- Born: Isagani Rodriguez Serrano March 1, 1947 Samal, Bataan
- Died: February 22, 2019 (aged 71) Samal, Bataan
- Education: University of the East,University of the Philippines Diliman
- Occupation: Civil Society Organizer
- Awards: Honored at the Bantayog ng mga Bayani wall of remembrance

= Isagani Serrano =

Filipino civil society organizer and sustainable development activist

Isagani "Gani" Rodriguez Serrano (March 1, 1947 - February 22, 2019) was a Filipino civil society organizer and sustainable development advocate best known for his work as president of the Philippine Rural Reconstruction Movement (PRRM), and as co-founder of the Congress for a People’s Agrarian Reform (CPAR), which fought for the passage of the Philippines' 1988 Comprehensive Agrarian Reform Law.

== Career ==
He was involved in numerous other Philippine Civil Society Organizations, including Social Watch Philippines, the Global Call to Action Against Poverty.
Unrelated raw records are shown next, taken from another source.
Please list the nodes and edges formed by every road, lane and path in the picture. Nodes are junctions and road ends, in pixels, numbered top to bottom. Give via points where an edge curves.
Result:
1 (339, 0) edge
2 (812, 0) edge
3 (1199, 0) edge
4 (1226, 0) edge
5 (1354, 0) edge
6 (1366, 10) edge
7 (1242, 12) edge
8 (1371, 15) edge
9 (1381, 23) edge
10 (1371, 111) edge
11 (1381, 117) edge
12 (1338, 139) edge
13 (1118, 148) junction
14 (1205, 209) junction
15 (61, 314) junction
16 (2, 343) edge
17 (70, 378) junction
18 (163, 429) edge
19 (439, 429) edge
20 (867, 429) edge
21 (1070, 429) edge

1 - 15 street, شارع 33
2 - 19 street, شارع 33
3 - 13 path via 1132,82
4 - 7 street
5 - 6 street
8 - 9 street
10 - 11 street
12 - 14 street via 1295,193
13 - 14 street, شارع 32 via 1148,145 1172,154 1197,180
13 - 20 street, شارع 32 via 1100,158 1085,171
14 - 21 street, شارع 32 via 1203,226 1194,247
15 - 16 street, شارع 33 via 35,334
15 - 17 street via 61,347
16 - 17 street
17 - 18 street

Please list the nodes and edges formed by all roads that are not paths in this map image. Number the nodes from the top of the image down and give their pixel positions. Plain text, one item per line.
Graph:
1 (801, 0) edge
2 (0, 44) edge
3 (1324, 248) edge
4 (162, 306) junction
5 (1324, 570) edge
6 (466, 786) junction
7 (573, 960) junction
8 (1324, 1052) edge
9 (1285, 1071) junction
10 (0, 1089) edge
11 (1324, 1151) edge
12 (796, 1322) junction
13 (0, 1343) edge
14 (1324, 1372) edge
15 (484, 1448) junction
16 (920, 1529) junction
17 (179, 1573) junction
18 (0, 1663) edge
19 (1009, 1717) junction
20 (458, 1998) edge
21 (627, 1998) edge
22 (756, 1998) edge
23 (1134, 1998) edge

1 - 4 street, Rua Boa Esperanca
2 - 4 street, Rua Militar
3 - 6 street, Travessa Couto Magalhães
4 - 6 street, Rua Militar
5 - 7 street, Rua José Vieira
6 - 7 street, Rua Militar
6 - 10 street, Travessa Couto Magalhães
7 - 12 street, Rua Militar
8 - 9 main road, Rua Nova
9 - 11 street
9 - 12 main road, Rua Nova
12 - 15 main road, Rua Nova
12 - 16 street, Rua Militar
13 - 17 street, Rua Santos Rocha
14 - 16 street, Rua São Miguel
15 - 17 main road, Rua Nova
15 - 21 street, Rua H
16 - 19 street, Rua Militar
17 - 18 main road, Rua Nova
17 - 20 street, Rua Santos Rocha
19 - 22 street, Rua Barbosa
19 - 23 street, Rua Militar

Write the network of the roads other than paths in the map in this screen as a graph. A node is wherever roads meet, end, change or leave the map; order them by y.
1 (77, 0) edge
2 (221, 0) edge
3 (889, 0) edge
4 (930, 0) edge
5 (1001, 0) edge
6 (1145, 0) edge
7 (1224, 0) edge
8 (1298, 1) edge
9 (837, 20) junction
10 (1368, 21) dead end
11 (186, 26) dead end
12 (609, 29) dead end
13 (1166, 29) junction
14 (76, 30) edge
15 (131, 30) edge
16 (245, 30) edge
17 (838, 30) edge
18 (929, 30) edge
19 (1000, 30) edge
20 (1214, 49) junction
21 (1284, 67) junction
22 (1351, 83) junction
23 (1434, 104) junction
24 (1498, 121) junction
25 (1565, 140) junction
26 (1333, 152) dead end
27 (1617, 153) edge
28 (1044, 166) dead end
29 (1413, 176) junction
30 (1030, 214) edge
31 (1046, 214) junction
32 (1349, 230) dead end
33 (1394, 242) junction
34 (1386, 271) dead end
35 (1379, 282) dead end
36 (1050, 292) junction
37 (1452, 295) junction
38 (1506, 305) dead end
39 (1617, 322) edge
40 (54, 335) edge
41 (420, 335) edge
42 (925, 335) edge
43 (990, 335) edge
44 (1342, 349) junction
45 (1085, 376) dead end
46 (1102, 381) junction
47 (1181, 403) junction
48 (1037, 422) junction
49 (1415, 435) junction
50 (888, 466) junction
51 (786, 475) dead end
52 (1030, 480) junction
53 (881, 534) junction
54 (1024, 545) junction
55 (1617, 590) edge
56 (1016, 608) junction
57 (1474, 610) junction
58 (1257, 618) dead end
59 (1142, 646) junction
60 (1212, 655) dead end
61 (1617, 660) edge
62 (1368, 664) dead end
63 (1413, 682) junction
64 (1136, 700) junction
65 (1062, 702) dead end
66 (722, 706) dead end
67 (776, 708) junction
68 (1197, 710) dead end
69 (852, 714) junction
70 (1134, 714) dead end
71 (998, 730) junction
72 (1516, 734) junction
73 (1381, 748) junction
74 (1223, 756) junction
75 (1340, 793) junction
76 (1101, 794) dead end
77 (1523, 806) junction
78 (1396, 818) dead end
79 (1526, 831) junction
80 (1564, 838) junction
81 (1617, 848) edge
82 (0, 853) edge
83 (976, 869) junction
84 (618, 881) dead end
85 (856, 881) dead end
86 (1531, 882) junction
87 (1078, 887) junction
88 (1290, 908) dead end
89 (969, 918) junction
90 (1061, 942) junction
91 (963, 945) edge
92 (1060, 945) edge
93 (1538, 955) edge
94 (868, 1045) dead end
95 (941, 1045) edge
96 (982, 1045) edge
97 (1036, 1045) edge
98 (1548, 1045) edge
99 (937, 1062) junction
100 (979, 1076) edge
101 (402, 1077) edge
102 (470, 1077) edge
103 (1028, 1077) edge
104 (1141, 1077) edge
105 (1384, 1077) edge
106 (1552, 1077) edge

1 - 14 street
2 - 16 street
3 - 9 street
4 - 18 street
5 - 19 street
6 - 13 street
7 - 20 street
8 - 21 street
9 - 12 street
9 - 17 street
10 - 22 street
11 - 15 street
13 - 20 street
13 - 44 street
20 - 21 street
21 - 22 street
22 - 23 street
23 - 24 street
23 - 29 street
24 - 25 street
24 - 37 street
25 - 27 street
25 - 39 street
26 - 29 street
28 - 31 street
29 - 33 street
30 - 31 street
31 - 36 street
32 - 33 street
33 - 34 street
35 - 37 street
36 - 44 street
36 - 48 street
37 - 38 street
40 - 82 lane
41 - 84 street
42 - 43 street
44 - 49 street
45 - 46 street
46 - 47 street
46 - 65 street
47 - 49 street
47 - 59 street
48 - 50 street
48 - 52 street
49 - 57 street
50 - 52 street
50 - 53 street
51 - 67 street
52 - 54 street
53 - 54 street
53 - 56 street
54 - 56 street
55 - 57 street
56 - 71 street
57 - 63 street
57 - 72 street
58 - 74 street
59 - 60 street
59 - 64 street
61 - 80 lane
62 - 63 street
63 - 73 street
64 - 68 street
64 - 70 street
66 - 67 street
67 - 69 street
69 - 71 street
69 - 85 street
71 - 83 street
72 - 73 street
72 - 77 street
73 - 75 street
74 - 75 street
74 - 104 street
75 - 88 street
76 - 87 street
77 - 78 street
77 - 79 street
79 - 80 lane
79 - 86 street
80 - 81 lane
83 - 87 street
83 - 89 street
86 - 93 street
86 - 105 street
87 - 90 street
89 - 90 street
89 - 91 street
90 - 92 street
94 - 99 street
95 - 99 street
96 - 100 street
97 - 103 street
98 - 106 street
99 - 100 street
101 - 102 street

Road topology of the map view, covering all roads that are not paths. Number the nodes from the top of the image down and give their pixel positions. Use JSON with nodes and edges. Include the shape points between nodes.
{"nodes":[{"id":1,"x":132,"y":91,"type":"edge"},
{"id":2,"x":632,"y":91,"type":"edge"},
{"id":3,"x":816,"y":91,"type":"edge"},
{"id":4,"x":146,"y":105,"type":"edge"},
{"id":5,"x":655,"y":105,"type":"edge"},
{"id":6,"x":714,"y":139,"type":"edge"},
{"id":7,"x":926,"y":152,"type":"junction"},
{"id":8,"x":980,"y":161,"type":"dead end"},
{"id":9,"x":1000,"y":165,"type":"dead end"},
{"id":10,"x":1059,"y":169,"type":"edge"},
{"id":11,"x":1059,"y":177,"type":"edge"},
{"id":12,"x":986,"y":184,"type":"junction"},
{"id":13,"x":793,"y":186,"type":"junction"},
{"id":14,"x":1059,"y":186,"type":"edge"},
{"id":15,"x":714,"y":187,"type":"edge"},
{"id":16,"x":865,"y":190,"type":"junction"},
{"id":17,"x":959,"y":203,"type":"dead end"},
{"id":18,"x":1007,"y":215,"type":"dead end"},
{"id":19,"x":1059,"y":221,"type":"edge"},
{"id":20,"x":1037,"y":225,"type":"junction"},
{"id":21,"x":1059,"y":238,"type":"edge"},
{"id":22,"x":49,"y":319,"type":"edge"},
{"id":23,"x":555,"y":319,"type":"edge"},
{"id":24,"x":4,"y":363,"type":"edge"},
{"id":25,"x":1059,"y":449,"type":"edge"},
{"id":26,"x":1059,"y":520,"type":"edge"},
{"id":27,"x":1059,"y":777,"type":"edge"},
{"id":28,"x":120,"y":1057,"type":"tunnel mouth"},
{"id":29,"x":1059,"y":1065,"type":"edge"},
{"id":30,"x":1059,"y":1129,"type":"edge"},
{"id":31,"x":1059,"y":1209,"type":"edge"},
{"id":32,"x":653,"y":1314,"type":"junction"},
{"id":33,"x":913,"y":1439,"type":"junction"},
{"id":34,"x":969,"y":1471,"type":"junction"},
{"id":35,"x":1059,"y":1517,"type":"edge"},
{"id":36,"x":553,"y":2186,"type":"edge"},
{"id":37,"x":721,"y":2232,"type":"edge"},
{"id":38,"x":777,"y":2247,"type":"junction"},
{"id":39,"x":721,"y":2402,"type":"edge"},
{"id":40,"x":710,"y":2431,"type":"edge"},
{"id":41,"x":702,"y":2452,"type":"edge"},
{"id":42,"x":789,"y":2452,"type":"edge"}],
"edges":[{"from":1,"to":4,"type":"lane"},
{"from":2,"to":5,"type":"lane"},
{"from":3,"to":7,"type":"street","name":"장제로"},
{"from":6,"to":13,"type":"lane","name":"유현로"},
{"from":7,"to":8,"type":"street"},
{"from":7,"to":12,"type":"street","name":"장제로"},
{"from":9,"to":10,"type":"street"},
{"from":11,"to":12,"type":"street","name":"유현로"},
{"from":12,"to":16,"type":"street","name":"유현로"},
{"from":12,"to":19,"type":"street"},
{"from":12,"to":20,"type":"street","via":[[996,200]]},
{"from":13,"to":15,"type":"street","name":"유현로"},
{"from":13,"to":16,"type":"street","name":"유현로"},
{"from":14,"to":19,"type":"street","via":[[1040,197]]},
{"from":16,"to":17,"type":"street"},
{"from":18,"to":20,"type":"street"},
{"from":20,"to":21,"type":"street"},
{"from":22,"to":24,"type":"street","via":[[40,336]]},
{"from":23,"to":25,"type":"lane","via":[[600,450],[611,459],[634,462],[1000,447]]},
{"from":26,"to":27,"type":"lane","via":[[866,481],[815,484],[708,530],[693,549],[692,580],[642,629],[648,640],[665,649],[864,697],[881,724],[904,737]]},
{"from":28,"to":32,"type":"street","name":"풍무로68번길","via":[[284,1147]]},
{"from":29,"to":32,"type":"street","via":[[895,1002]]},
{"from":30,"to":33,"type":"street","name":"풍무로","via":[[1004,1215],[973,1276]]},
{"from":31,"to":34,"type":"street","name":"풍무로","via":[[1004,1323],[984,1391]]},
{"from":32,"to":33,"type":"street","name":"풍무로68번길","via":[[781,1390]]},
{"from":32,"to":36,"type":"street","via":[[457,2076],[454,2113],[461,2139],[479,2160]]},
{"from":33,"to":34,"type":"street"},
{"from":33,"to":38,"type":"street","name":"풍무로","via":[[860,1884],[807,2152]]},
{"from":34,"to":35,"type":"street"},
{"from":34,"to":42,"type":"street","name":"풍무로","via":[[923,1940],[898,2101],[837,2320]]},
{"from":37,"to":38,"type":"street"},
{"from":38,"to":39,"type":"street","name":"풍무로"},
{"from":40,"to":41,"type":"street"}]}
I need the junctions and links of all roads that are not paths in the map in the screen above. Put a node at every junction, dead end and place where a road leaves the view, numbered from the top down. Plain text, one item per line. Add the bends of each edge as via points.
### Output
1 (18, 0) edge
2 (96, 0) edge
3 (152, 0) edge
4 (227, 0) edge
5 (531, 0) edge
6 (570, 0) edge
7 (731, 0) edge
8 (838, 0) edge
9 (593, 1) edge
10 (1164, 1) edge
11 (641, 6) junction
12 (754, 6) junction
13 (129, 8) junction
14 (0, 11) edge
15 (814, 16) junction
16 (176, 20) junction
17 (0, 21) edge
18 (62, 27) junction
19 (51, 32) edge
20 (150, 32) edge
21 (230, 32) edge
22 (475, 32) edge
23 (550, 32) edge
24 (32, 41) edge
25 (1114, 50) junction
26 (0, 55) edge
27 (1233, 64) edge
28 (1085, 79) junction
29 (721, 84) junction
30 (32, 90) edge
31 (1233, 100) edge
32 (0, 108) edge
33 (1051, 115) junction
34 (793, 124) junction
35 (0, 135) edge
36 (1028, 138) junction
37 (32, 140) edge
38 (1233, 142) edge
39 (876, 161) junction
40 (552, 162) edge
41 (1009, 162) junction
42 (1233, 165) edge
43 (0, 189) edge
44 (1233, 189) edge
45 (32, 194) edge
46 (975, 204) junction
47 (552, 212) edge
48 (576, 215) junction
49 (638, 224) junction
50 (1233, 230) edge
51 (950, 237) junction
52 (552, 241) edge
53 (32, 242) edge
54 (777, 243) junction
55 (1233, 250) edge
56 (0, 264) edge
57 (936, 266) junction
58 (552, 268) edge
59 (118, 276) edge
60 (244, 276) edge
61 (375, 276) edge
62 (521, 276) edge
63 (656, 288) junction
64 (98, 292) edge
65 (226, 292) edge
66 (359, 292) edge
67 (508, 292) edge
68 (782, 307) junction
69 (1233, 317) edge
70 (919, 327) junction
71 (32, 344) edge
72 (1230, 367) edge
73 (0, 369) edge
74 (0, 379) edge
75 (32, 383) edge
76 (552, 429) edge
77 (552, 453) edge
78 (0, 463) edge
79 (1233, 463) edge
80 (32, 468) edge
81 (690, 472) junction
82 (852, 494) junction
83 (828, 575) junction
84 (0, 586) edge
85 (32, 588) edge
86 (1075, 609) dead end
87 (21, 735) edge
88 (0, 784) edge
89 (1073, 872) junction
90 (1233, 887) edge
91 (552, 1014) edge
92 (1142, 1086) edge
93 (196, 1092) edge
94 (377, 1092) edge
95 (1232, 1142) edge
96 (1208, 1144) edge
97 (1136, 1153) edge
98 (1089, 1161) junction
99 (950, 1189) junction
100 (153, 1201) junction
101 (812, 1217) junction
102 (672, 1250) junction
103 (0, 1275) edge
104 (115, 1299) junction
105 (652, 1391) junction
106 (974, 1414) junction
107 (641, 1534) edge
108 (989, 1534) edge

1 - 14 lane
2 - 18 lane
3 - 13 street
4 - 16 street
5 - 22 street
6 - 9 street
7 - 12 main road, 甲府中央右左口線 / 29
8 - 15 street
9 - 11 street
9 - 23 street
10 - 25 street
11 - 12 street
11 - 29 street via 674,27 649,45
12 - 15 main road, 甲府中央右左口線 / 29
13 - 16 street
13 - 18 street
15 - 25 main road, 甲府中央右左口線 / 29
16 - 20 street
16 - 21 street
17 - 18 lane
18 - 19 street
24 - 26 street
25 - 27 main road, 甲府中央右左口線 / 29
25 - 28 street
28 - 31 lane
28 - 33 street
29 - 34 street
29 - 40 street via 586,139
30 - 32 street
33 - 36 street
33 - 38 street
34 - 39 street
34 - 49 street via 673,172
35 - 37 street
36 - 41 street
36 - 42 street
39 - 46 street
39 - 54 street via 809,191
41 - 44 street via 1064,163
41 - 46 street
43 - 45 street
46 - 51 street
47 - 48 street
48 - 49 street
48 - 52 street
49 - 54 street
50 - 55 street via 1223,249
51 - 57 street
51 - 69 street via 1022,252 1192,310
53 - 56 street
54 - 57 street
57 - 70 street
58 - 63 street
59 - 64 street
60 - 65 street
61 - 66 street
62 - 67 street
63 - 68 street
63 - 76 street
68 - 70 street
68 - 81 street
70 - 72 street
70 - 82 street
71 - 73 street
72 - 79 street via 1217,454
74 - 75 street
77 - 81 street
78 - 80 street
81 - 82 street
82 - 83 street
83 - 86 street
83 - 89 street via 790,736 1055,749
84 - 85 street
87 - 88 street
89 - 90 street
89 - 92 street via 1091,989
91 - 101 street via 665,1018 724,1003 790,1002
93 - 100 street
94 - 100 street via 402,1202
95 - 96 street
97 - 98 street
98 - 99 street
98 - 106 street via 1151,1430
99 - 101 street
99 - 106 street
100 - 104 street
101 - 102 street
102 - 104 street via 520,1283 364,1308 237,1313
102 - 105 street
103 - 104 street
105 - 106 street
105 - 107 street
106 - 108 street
He was an activist during the Marcos dictatorship, and as a result, was caught, imprisoned, and tortured several times. He is recognized as one of the heroes of the resistance against the authoritarian regime, with his name inscribed on the wall of remembrance at the Philippines' Bantayog ng mga Bayani memorial, which honors the martyrs and heroes who resisted the Martial Law regime of Ferdinand Marcos.